(Collected data)
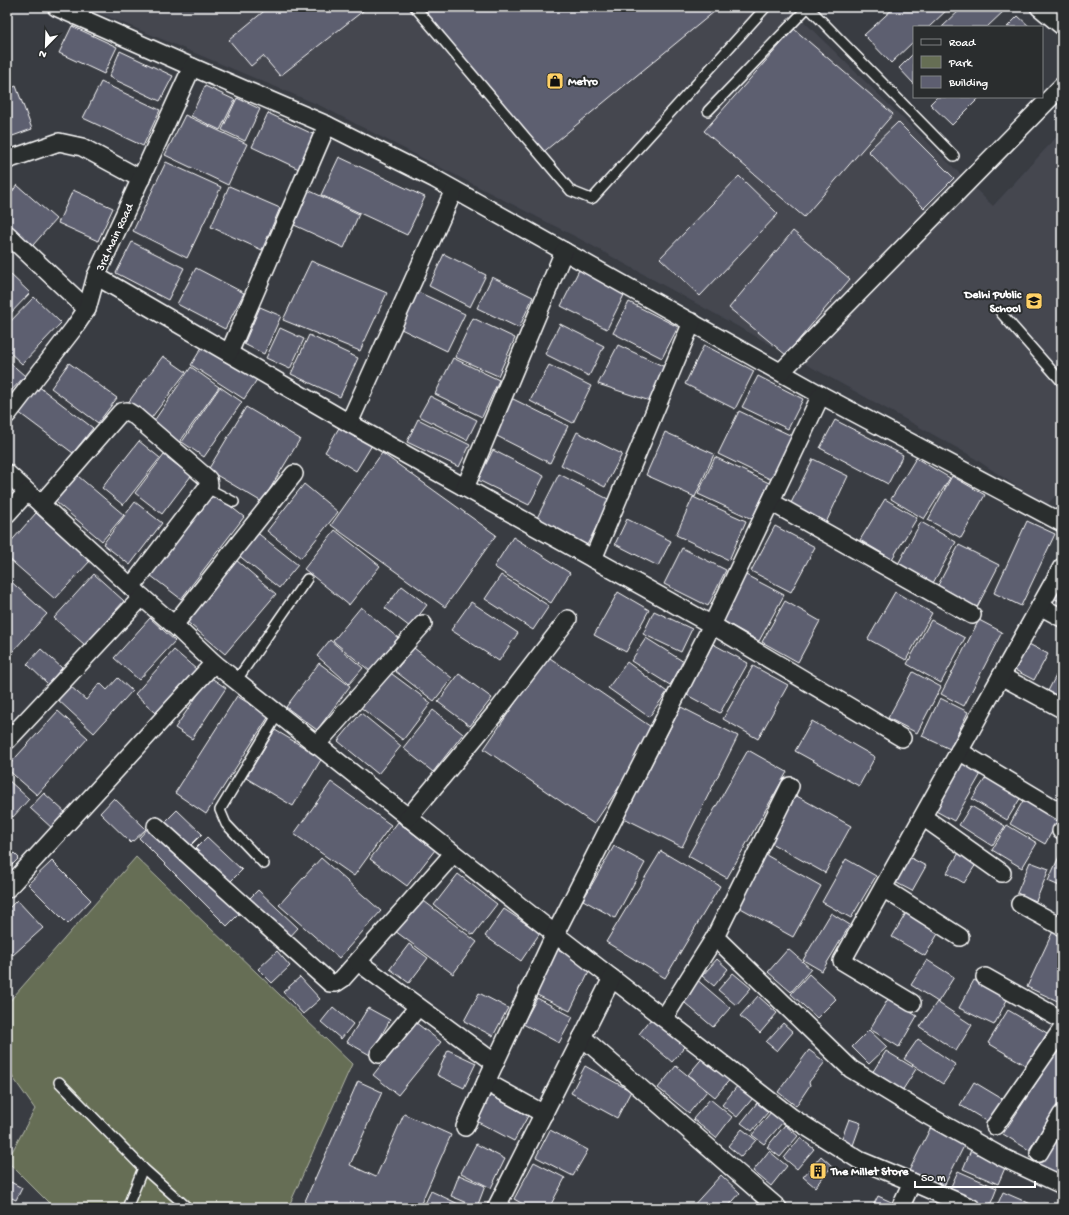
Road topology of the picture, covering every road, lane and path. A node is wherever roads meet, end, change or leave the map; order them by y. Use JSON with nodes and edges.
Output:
{"nodes":[{"id":1,"x":56,"y":7,"type":"edge"},
{"id":2,"x":416,"y":7,"type":"edge"},
{"id":3,"x":766,"y":7,"type":"edge"},
{"id":4,"x":808,"y":7,"type":"edge"},
{"id":5,"x":1039,"y":7,"type":"edge"},
{"id":6,"x":1062,"y":26,"type":"edge"},
{"id":7,"x":192,"y":68,"type":"junction"},
{"id":8,"x":1062,"y":86,"type":"edge"},
{"id":9,"x":708,"y":111,"type":"dead end"},
{"id":10,"x":327,"y":125,"type":"junction"},
{"id":11,"x":954,"y":156,"type":"dead end"},
{"id":12,"x":7,"y":160,"type":"edge"},
{"id":13,"x":141,"y":179,"type":"junction"},
{"id":14,"x":454,"y":190,"type":"junction"},
{"id":15,"x":7,"y":234,"type":"edge"},
{"id":16,"x":564,"y":251,"type":"junction"},
{"id":17,"x":96,"y":276,"type":"junction"},
{"id":18,"x":87,"y":308,"type":"junction"},
{"id":19,"x":1001,"y":313,"type":"dead end"},
{"id":20,"x":692,"y":322,"type":"junction"},
{"id":21,"x":229,"y":353,"type":"junction"},
{"id":22,"x":781,"y":372,"type":"junction"},
{"id":23,"x":1062,"y":382,"type":"edge"},
{"id":24,"x":821,"y":395,"type":"junction"},
{"id":25,"x":7,"y":415,"type":"edge"},
{"id":26,"x":349,"y":423,"type":"junction"},
{"id":27,"x":7,"y":473,"type":"edge"},
{"id":28,"x":294,"y":474,"type":"dead end"},
{"id":29,"x":207,"y":488,"type":"junction"},
{"id":30,"x":465,"y":488,"type":"junction"},
{"id":31,"x":27,"y":492,"type":"junction"},
{"id":32,"x":234,"y":502,"type":"dead end"},
{"id":33,"x":771,"y":502,"type":"junction"},
{"id":34,"x":41,"y":504,"type":"junction"},
{"id":35,"x":7,"y":514,"type":"edge"},
{"id":36,"x":1061,"y":522,"type":"edge"},
{"id":37,"x":593,"y":559,"type":"junction"},
{"id":38,"x":1062,"y":567,"type":"edge"},
{"id":39,"x":307,"y":579,"type":"dead end"},
{"id":40,"x":136,"y":592,"type":"junction"},
{"id":41,"x":1040,"y":606,"type":"junction"},
{"id":42,"x":972,"y":615,"type":"dead end"},
{"id":43,"x":1062,"y":618,"type":"edge"},
{"id":44,"x":568,"y":619,"type":"dead end"},
{"id":45,"x":174,"y":624,"type":"junction"},
{"id":46,"x":423,"y":624,"type":"dead end"},
{"id":47,"x":712,"y":625,"type":"junction"},
{"id":48,"x":214,"y":663,"type":"junction"},
{"id":49,"x":1001,"y":676,"type":"junction"},
{"id":50,"x":236,"y":681,"type":"junction"},
{"id":51,"x":1062,"y":709,"type":"edge"},
{"id":52,"x":278,"y":714,"type":"junction"},
{"id":53,"x":902,"y":738,"type":"dead end"},
{"id":54,"x":7,"y":741,"type":"edge"},
{"id":55,"x":316,"y":745,"type":"junction"},
{"id":56,"x":959,"y":751,"type":"junction"},
{"id":57,"x":790,"y":786,"type":"dead end"},
{"id":58,"x":1062,"y":813,"type":"edge"},
{"id":59,"x":923,"y":817,"type":"junction"},
{"id":60,"x":408,"y":818,"type":"junction"},
{"id":61,"x":156,"y":826,"type":"dead end"},
{"id":62,"x":454,"y":854,"type":"junction"},
{"id":63,"x":264,"y":864,"type":"dead end"},
{"id":64,"x":1002,"y":873,"type":"dead end"},
{"id":65,"x":883,"y":888,"type":"junction"},
{"id":66,"x":7,"y":889,"type":"edge"},
{"id":67,"x":1020,"y":904,"type":"dead end"},
{"id":68,"x":1062,"y":926,"type":"edge"},
{"id":69,"x":554,"y":934,"type":"junction"},
{"id":70,"x":715,"y":937,"type":"junction"},
{"id":71,"x":960,"y":937,"type":"dead end"},
{"id":72,"x":358,"y":962,"type":"junction"},
{"id":73,"x":985,"y":977,"type":"dead end"},
{"id":74,"x":612,"y":978,"type":"junction"},
{"id":75,"x":912,"y":1003,"type":"dead end"},
{"id":76,"x":418,"y":1007,"type":"junction"},
{"id":77,"x":664,"y":1018,"type":"junction"},
{"id":78,"x":1062,"y":1020,"type":"edge"},
{"id":79,"x":1062,"y":1029,"type":"edge"},
{"id":80,"x":582,"y":1038,"type":"junction"},
{"id":81,"x":379,"y":1054,"type":"dead end"},
{"id":82,"x":495,"y":1063,"type":"junction"},
{"id":83,"x":59,"y":1082,"type":"dead end"},
{"id":84,"x":486,"y":1082,"type":"junction"},
{"id":85,"x":544,"y":1114,"type":"junction"},
{"id":86,"x":1062,"y":1114,"type":"edge"},
{"id":87,"x":995,"y":1126,"type":"dead end"},
{"id":88,"x":465,"y":1127,"type":"dead end"},
{"id":89,"x":1039,"y":1153,"type":"dead end"},
{"id":90,"x":143,"y":1168,"type":"junction"},
{"id":91,"x":912,"y":1182,"type":"junction"},
{"id":92,"x":1062,"y":1185,"type":"edge"},
{"id":93,"x":127,"y":1208,"type":"edge"},
{"id":94,"x":188,"y":1208,"type":"edge"},
{"id":95,"x":496,"y":1208,"type":"edge"},
{"id":96,"x":778,"y":1208,"type":"edge"},
{"id":97,"x":900,"y":1208,"type":"edge"},
{"id":98,"x":972,"y":1208,"type":"edge"}],
"edges":[{"from":1,"to":7,"type":"street"},
{"from":2,"to":3,"type":"lane"},
{"from":4,"to":9,"type":"lane"},
{"from":4,"to":11,"type":"lane"},
{"from":5,"to":6,"type":"street"},
{"from":7,"to":10,"type":"street"},
{"from":7,"to":13,"type":"street","name":"3rd Main Road"},
{"from":8,"to":22,"type":"street"},
{"from":10,"to":14,"type":"street"},
{"from":10,"to":21,"type":"street"},
{"from":12,"to":13,"type":"street"},
{"from":13,"to":17,"type":"street","name":"3rd Main Road"},
{"from":14,"to":16,"type":"street"},
{"from":14,"to":26,"type":"street"},
{"from":15,"to":18,"type":"street"},
{"from":16,"to":20,"type":"street"},
{"from":16,"to":30,"type":"street"},
{"from":17,"to":18,"type":"street","name":"3rd Main Road"},
{"from":17,"to":21,"type":"street"},
{"from":18,"to":25,"type":"street","name":"3rd Main Road"},
{"from":19,"to":23,"type":"lane"},
{"from":20,"to":22,"type":"street"},
{"from":20,"to":37,"type":"street"},
{"from":21,"to":26,"type":"street"},
{"from":22,"to":24,"type":"street"},
{"from":24,"to":33,"type":"street"},
{"from":24,"to":36,"type":"street"},
{"from":26,"to":30,"type":"street"},
{"from":27,"to":31,"type":"street"},
{"from":28,"to":45,"type":"street"},
{"from":29,"to":32,"type":"lane"},
{"from":29,"to":34,"type":"street"},
{"from":29,"to":40,"type":"street"},
{"from":30,"to":37,"type":"street"},
{"from":31,"to":34,"type":"street"},
{"from":31,"to":35,"type":"street"},
{"from":33,"to":42,"type":"street"},
{"from":33,"to":47,"type":"street"},
{"from":34,"to":40,"type":"street"},
{"from":37,"to":47,"type":"street"},
{"from":38,"to":41,"type":"street"},
{"from":39,"to":50,"type":"lane"},
{"from":40,"to":45,"type":"street"},
{"from":40,"to":54,"type":"street"},
{"from":41,"to":43,"type":"street"},
{"from":41,"to":49,"type":"street"},
{"from":44,"to":60,"type":"street"},
{"from":45,"to":48,"type":"street"},
{"from":46,"to":55,"type":"street"},
{"from":47,"to":53,"type":"street"},
{"from":47,"to":69,"type":"street"},
{"from":48,"to":50,"type":"street"},
{"from":48,"to":66,"type":"street"},
{"from":49,"to":51,"type":"street"},
{"from":49,"to":56,"type":"street"},
{"from":50,"to":52,"type":"street"},
{"from":52,"to":55,"type":"street"},
{"from":52,"to":63,"type":"lane"},
{"from":55,"to":60,"type":"street"},
{"from":56,"to":58,"type":"street"},
{"from":56,"to":59,"type":"street"},
{"from":57,"to":70,"type":"street"},
{"from":59,"to":64,"type":"street"},
{"from":59,"to":65,"type":"street"},
{"from":60,"to":62,"type":"street"},
{"from":61,"to":72,"type":"street"},
{"from":62,"to":69,"type":"street"},
{"from":62,"to":72,"type":"street"},
{"from":65,"to":71,"type":"street"},
{"from":65,"to":75,"type":"street"},
{"from":67,"to":68,"type":"street"},
{"from":69,"to":74,"type":"street"},
{"from":69,"to":82,"type":"street"},
{"from":70,"to":77,"type":"street"},
{"from":70,"to":92,"type":"street"},
{"from":72,"to":76,"type":"street"},
{"from":73,"to":78,"type":"street"},
{"from":74,"to":77,"type":"street"},
{"from":74,"to":80,"type":"street"},
{"from":76,"to":81,"type":"street"},
{"from":76,"to":82,"type":"street"},
{"from":77,"to":91,"type":"street"},
{"from":79,"to":87,"type":"street"},
{"from":80,"to":85,"type":"street"},
{"from":80,"to":96,"type":"street"},
{"from":82,"to":84,"type":"street"},
{"from":83,"to":90,"type":"lane"},
{"from":84,"to":85,"type":"street"},
{"from":84,"to":88,"type":"street"},
{"from":85,"to":95,"type":"street"},
{"from":86,"to":89,"type":"street"},
{"from":90,"to":93,"type":"lane"},
{"from":90,"to":94,"type":"lane"},
{"from":91,"to":97,"type":"street"},
{"from":91,"to":98,"type":"street"}]}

## What is required
Of the lines above, copy each that contains "nodes".

## Worked solution
Road topology of the picture, covering every road, lane and path. A node is wherever roads meet, end, change or leave the map; order them by y. Use JSON with nodes and edges.
{"nodes":[{"id":1,"x":56,"y":7,"type":"edge"},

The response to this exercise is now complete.